A government survey conducted to estimate the mean price of houses in a metropolitan area is designed to have a margin of error of $10,000. Pilot studies suggest that the population standard deviation is $70,000. Estimate the minimum sample size needed to estimate the population mean with the stated accuracy.
not my thing, hope stats teacher happens by
189
To estimate the minimum sample size needed to estimate the population mean with the stated accuracy, we need to use the formula for margin of error:
Margin of Error = (Z * Standard Deviation) / sqrt(n)
Where:
- Margin of Error is $10,000
- Z is the Z-score corresponding to the desired level of confidence (typically a 95% confidence level corresponds to a Z-score of approximately 1.96)

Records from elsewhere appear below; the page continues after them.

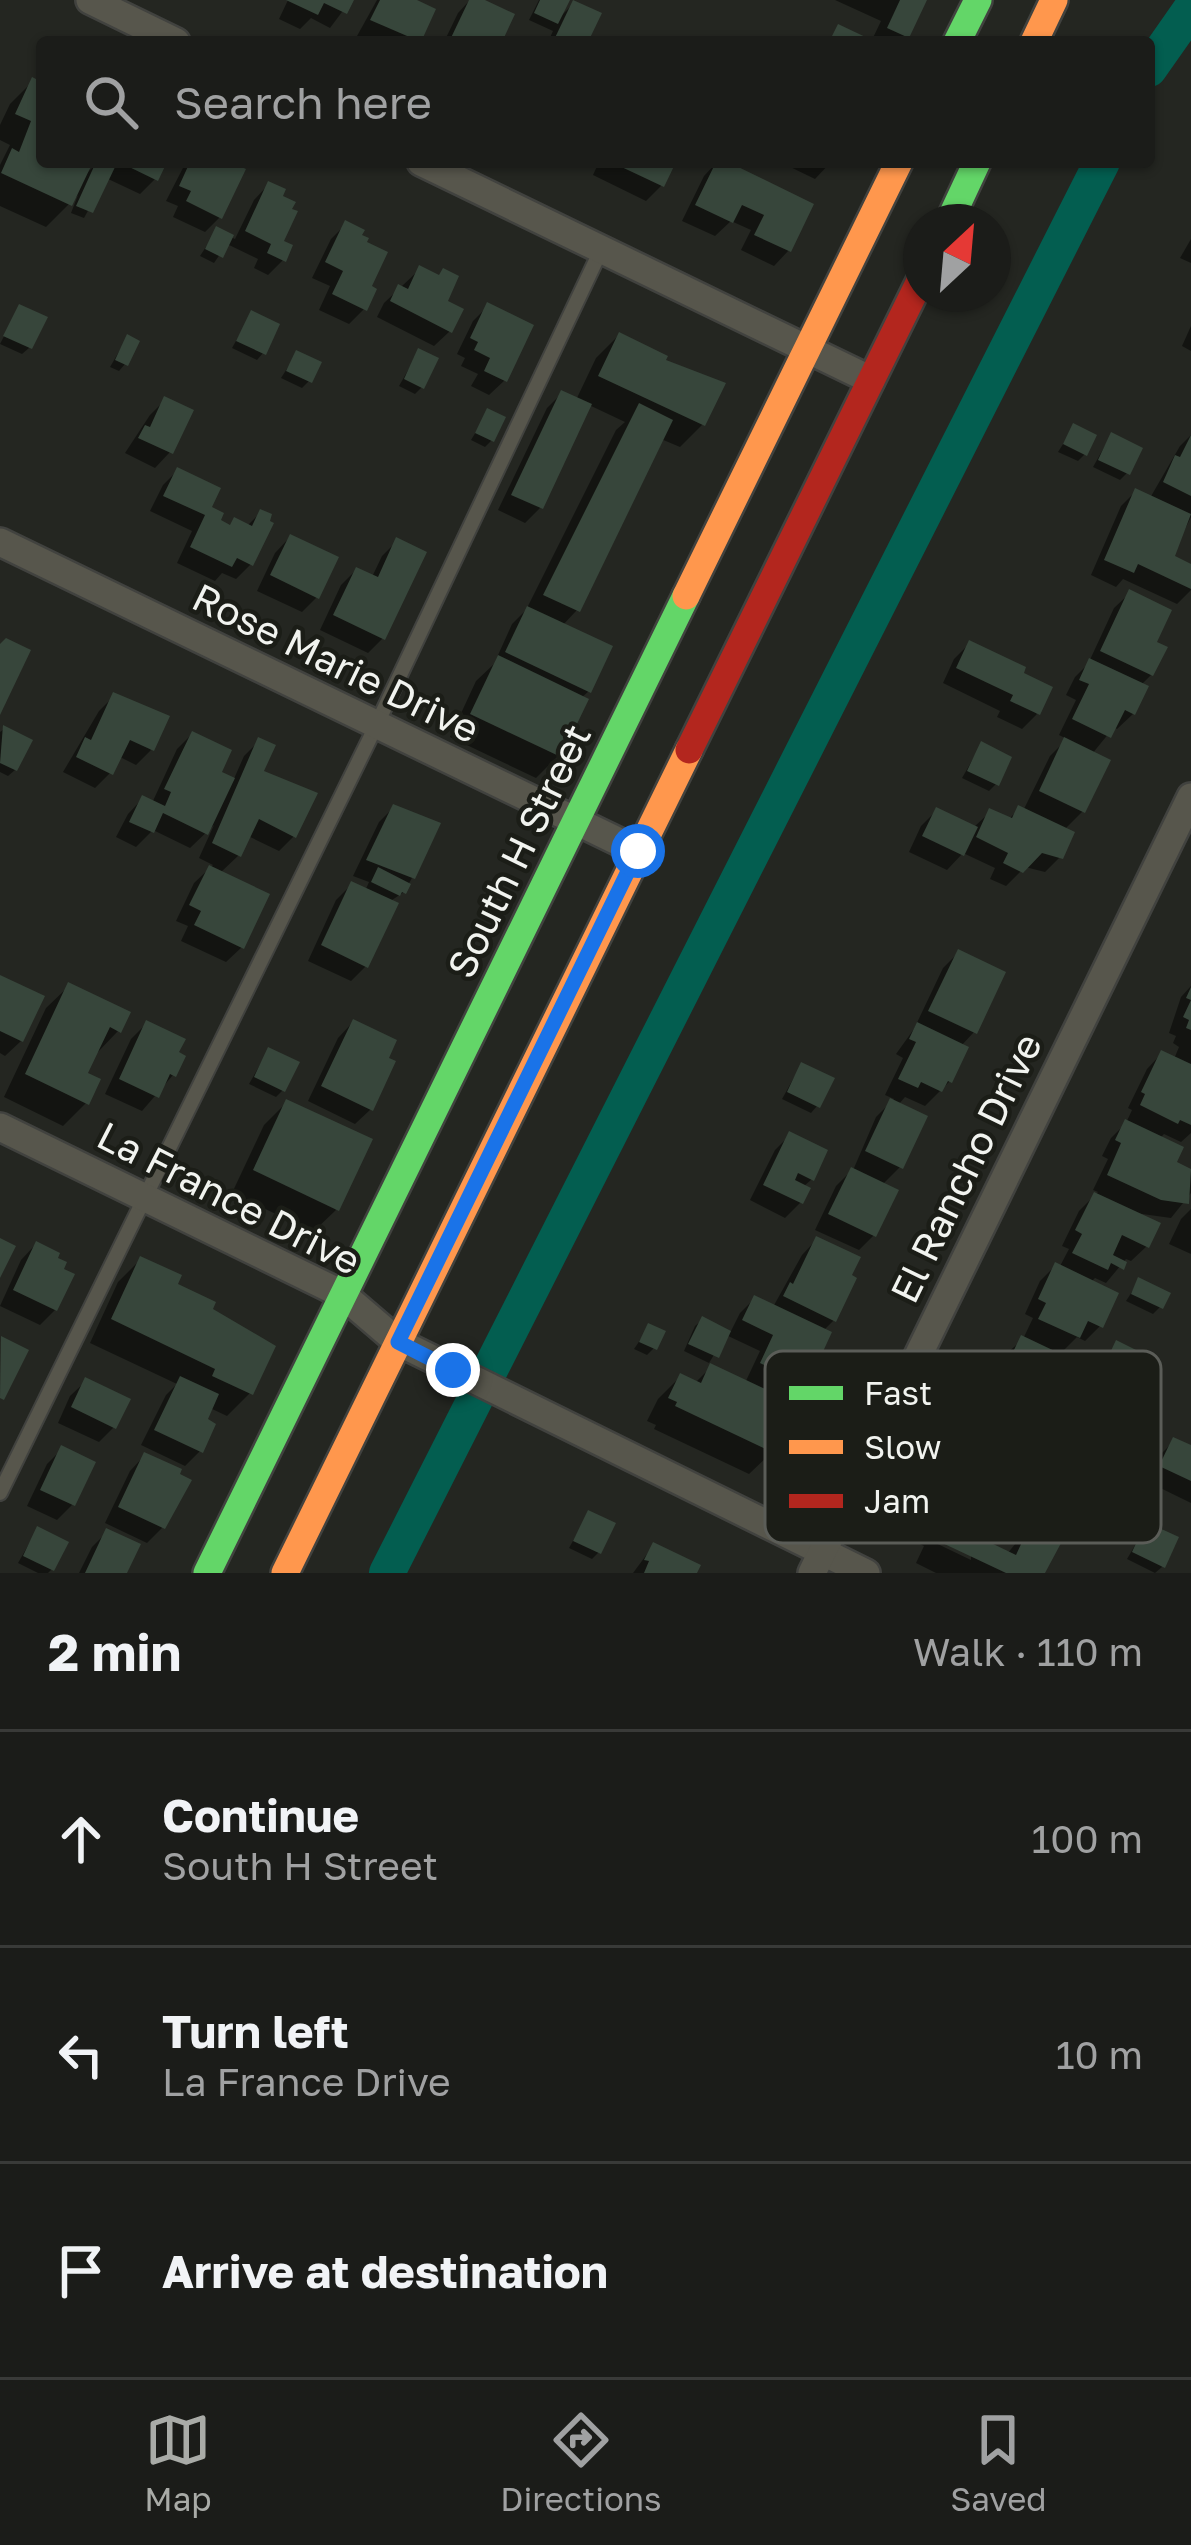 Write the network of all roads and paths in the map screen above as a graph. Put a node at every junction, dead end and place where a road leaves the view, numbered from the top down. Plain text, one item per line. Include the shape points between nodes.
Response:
1 (90, 0) edge
2 (978, 0) edge
3 (1054, 0) edge
4 (164, 36) edge
5 (960, 36) edge
6 (1037, 36) edge
7 (433, 168) edge
8 (896, 168) edge
9 (974, 168) edge
10 (957, 204) edge
11 (601, 250) junction
12 (905, 312) edge
13 (806, 351) junction
14 (872, 380) junction
15 (0, 542) edge
16 (376, 726) junction
17 (1191, 797) edge
18 (577, 824) junction
19 (638, 851) junction
20 (0, 1126) edge
21 (145, 1198) junction
22 (342, 1294) junction
23 (398, 1342) junction
24 (920, 1351) edge
25 (0, 1493) edge
26 (765, 1534) edge
27 (781, 1543) edge
28 (817, 1562) edge
29 (207, 1573) edge
30 (285, 1573) edge
31 (866, 1573) edge

1 - 4 street
2 - 5 street
3 - 6 street
7 - 11 street
8 - 13 street, South H Street
9 - 10 street
11 - 13 street
11 - 16 lane
12 - 14 street
13 - 14 street
13 - 18 street, South H Street
14 - 19 street
15 - 16 street, Rose Marie Drive
16 - 18 street, Rose Marie Drive
16 - 21 lane
17 - 24 street, El Rancho Drive
18 - 19 street, Rose Marie Drive
18 - 22 street, South H Street
19 - 23 street
20 - 21 street, La France Drive
21 - 22 street, La France Drive
21 - 25 lane
22 - 23 street, La France Drive
22 - 29 street, South H Street
23 - 26 street, La France Drive
23 - 30 street
27 - 28 street, La France Drive
28 - 31 street, La France Drive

- Standard Deviation is $70,000
- n is the sample size
Rearranging the formula, we can solve for the sample size (n):
n = (Z * Standard Deviation / Margin of Error)^2
Plugging in the values:
n = (1.96 * $70,000 / $10,000)^2
Calculating the expression inside the parenthesis:
(1.96 * $70,000 / $10,000) = 13.72
Squaring this result:
13.72^2 = 188.7424
Rounding up to the nearest whole number:
n = 189
Therefore, the minimum sample size needed to estimate the population mean with a margin of error of $10,000 is 189.

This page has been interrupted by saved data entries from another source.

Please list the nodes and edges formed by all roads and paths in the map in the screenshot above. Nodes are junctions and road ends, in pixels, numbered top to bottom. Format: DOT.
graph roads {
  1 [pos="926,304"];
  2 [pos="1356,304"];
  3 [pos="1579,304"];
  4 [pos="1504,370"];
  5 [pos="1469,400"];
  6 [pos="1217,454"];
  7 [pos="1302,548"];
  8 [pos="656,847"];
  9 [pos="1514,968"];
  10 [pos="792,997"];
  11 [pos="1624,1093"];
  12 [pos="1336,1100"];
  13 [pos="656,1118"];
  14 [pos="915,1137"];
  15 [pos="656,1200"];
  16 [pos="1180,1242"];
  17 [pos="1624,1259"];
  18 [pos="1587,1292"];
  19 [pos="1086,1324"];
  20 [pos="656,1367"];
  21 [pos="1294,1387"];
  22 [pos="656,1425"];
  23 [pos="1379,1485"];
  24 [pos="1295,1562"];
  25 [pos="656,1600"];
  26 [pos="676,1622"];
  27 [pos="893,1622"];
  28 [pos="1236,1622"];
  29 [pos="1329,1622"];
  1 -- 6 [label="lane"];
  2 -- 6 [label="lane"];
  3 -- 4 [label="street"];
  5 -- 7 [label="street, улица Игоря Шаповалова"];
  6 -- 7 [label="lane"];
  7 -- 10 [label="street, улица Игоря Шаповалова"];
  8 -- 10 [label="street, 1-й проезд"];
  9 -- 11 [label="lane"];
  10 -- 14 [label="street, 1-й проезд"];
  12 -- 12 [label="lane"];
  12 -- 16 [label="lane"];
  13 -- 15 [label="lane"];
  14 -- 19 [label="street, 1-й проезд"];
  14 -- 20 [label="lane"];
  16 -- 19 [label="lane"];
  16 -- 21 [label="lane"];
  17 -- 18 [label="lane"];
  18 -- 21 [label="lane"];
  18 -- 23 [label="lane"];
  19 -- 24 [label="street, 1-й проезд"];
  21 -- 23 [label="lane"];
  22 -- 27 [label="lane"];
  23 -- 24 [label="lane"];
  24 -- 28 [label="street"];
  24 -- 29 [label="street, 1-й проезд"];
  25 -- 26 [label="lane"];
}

To estimate the minimum sample size needed to estimate the population mean with a desired margin of error, we can use the formula for sample size calculation:
n = (Z * σ / E)^2
Where:
n = sample size
Z = Z-score (corresponding to the desired confidence level)
σ = population standard deviation
E = desired margin of error
In this case, the desired margin of error is $10,000, and the pilot studies suggest a population standard deviation of $70,000.
To determine the Z-score, we need to determine the desired confidence level. Let's assume we want a 95% confidence level, which corresponds to a Z-score of 1.96 (for a large sample size).
Plugging the values into the formula, we get:
n = (1.96 * 70,000 / 10,000)^2
n = (137,200 / 10,000)^2
n = 13.72^2
n ≈ 188.14
Since the sample size must be a whole number, we round up the value to the nearest whole number.
n = 189
Therefore, the minimum sample size needed to estimate the population mean with a margin of error of $10,000 is 189.